==== AVAILABLE RECORDS ====

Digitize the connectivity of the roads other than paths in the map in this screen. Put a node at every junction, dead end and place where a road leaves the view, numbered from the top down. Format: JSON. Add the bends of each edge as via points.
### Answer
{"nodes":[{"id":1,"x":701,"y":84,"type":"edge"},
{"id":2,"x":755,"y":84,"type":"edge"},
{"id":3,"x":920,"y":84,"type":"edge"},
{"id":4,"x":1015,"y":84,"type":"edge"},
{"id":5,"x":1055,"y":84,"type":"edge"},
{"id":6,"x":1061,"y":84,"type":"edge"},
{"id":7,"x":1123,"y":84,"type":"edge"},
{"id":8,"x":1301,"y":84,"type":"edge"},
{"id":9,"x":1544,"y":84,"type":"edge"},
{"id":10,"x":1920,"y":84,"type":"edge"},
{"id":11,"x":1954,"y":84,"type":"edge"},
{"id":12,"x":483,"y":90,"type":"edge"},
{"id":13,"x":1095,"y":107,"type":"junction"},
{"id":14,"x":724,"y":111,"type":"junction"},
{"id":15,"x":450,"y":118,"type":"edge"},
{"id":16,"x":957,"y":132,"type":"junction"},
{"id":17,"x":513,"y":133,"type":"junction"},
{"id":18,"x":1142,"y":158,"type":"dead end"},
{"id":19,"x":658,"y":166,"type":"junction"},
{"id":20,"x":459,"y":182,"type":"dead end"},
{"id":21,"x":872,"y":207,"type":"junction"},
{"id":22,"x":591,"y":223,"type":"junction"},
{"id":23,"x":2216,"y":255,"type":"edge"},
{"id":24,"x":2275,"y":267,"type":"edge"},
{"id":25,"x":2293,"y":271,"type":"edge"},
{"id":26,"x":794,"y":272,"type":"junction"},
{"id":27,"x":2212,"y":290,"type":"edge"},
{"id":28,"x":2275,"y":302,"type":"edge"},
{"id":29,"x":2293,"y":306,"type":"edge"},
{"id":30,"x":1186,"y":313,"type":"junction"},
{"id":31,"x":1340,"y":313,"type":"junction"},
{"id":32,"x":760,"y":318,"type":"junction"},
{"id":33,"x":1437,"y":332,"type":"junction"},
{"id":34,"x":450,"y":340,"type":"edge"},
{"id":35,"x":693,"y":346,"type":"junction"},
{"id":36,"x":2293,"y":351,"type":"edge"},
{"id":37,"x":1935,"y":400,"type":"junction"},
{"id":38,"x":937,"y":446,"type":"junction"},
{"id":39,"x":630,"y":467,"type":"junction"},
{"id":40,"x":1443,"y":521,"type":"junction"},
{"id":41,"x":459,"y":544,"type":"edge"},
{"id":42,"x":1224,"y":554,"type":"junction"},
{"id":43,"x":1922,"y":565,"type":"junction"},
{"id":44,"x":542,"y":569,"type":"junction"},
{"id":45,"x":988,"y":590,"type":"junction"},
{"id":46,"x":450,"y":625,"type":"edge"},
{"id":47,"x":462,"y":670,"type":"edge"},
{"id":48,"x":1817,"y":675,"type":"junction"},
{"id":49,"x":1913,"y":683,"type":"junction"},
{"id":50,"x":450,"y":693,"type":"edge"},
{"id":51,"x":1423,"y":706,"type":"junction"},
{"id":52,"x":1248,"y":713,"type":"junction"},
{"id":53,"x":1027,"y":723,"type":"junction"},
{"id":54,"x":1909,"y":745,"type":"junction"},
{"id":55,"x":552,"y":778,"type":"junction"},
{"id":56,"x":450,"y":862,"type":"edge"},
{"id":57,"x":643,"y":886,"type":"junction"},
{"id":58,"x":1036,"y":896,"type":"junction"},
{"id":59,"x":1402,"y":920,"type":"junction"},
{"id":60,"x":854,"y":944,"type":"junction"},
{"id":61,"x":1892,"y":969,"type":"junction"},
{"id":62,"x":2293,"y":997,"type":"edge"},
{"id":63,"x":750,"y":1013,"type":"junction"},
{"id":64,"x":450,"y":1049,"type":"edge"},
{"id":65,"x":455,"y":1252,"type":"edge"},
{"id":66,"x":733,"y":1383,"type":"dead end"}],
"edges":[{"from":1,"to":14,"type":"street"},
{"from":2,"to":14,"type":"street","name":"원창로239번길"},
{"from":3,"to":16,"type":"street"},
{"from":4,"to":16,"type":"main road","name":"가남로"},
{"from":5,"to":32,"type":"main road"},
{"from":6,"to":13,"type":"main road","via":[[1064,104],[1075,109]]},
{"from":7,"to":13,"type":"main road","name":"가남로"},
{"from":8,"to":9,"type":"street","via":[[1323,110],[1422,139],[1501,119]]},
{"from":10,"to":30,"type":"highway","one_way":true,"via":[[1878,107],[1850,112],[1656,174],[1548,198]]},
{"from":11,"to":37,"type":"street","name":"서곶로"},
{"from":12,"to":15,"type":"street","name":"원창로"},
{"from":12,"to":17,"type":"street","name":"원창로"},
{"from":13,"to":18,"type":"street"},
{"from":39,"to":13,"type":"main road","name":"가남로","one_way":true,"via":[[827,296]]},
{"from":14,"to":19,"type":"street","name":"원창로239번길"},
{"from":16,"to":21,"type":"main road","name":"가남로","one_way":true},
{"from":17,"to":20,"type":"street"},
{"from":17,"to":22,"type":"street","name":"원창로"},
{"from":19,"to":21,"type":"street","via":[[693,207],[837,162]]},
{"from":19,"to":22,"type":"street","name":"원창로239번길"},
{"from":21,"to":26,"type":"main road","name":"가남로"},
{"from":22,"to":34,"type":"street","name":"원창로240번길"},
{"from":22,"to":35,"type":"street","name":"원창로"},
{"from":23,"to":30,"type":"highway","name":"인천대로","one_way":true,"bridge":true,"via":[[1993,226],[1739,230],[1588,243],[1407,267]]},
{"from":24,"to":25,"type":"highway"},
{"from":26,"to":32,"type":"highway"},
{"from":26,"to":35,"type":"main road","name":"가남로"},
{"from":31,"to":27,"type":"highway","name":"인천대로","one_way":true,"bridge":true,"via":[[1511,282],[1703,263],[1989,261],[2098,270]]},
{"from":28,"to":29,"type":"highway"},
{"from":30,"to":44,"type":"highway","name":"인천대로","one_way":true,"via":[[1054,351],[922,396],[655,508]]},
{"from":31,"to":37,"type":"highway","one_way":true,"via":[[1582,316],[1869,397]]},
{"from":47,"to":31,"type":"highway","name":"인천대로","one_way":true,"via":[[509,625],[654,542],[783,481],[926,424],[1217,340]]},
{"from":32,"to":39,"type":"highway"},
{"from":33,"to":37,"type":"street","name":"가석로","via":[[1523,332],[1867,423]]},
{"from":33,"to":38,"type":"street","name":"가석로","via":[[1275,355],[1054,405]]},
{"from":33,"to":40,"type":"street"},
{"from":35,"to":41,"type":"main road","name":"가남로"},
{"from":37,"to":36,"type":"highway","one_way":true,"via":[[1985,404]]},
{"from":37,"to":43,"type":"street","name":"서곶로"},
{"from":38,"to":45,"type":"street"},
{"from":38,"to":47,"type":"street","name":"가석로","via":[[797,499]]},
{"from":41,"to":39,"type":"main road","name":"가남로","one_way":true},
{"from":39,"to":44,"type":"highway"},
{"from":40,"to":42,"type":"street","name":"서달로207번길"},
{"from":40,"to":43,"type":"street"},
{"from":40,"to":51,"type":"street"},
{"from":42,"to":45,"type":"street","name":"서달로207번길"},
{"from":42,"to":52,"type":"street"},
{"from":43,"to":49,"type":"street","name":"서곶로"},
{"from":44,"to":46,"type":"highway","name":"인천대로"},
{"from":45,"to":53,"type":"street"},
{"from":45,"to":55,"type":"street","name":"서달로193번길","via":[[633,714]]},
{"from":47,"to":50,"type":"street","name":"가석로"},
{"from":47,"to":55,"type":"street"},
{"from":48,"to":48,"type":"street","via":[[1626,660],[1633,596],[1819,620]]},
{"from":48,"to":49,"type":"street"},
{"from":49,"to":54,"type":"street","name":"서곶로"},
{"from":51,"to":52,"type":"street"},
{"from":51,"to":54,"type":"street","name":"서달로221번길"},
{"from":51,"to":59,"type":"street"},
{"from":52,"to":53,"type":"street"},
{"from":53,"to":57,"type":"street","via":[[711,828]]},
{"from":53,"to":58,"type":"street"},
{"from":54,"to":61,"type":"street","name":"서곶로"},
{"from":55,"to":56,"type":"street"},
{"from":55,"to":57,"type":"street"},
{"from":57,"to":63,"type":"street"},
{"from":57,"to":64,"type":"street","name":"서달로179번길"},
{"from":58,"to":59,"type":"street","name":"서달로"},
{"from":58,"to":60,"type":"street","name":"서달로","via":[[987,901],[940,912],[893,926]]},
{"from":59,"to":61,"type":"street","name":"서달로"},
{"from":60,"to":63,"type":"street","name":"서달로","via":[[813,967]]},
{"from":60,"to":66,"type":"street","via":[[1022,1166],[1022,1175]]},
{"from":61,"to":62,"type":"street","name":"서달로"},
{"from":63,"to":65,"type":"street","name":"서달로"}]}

====
==== AVAILABLE RECORDS ====

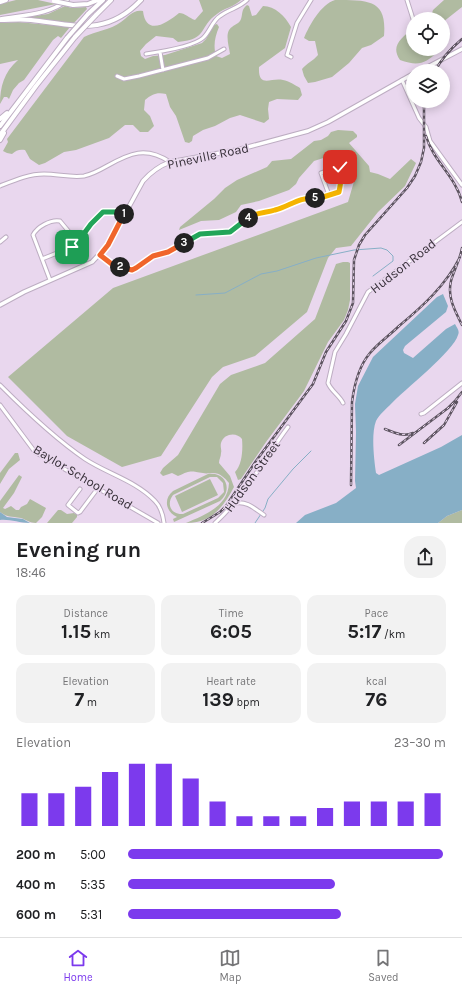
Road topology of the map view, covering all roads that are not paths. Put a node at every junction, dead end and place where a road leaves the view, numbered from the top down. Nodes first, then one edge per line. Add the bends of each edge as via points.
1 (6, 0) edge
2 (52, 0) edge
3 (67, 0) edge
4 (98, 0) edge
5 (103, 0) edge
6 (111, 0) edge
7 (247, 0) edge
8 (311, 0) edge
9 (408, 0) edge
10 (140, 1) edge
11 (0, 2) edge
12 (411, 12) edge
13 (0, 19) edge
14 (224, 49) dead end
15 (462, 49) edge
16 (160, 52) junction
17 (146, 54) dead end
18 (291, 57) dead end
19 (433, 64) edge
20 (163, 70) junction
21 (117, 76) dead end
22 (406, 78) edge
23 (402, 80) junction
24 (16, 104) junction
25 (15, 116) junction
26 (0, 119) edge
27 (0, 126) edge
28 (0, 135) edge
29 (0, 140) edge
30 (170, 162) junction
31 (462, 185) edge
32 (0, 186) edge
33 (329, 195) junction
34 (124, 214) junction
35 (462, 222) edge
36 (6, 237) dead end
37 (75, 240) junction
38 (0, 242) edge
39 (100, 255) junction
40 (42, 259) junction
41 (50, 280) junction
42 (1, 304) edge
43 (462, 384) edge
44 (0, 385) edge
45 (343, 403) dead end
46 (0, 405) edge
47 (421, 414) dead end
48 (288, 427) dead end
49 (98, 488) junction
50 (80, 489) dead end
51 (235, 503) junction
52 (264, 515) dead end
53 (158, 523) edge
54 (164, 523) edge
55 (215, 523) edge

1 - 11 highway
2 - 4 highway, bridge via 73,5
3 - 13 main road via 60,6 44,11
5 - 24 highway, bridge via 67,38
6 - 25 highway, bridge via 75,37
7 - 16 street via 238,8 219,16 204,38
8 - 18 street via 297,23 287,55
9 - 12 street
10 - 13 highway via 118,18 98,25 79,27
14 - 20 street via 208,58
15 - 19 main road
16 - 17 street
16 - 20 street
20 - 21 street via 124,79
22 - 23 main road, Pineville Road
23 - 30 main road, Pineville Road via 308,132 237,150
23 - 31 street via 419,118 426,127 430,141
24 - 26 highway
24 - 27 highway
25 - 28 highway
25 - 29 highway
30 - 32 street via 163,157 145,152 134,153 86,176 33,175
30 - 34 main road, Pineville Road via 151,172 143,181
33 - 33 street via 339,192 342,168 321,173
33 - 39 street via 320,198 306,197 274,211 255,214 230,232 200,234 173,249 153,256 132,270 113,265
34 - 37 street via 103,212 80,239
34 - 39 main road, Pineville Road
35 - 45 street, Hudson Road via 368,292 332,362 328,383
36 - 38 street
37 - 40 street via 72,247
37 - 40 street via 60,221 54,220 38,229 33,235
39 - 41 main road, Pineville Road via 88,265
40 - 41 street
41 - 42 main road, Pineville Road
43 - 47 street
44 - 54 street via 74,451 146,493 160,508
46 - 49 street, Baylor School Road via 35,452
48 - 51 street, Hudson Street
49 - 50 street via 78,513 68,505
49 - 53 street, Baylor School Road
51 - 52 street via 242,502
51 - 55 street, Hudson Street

====

● WORK ITEM
Wherever the string "Hudson" appears in a line of the records above, copy that line.

● RESPONSE TO THIS TASK
35 - 45 street, Hudson Road via 368,292 332,362 328,383
48 - 51 street, Hudson Street
51 - 55 street, Hudson Street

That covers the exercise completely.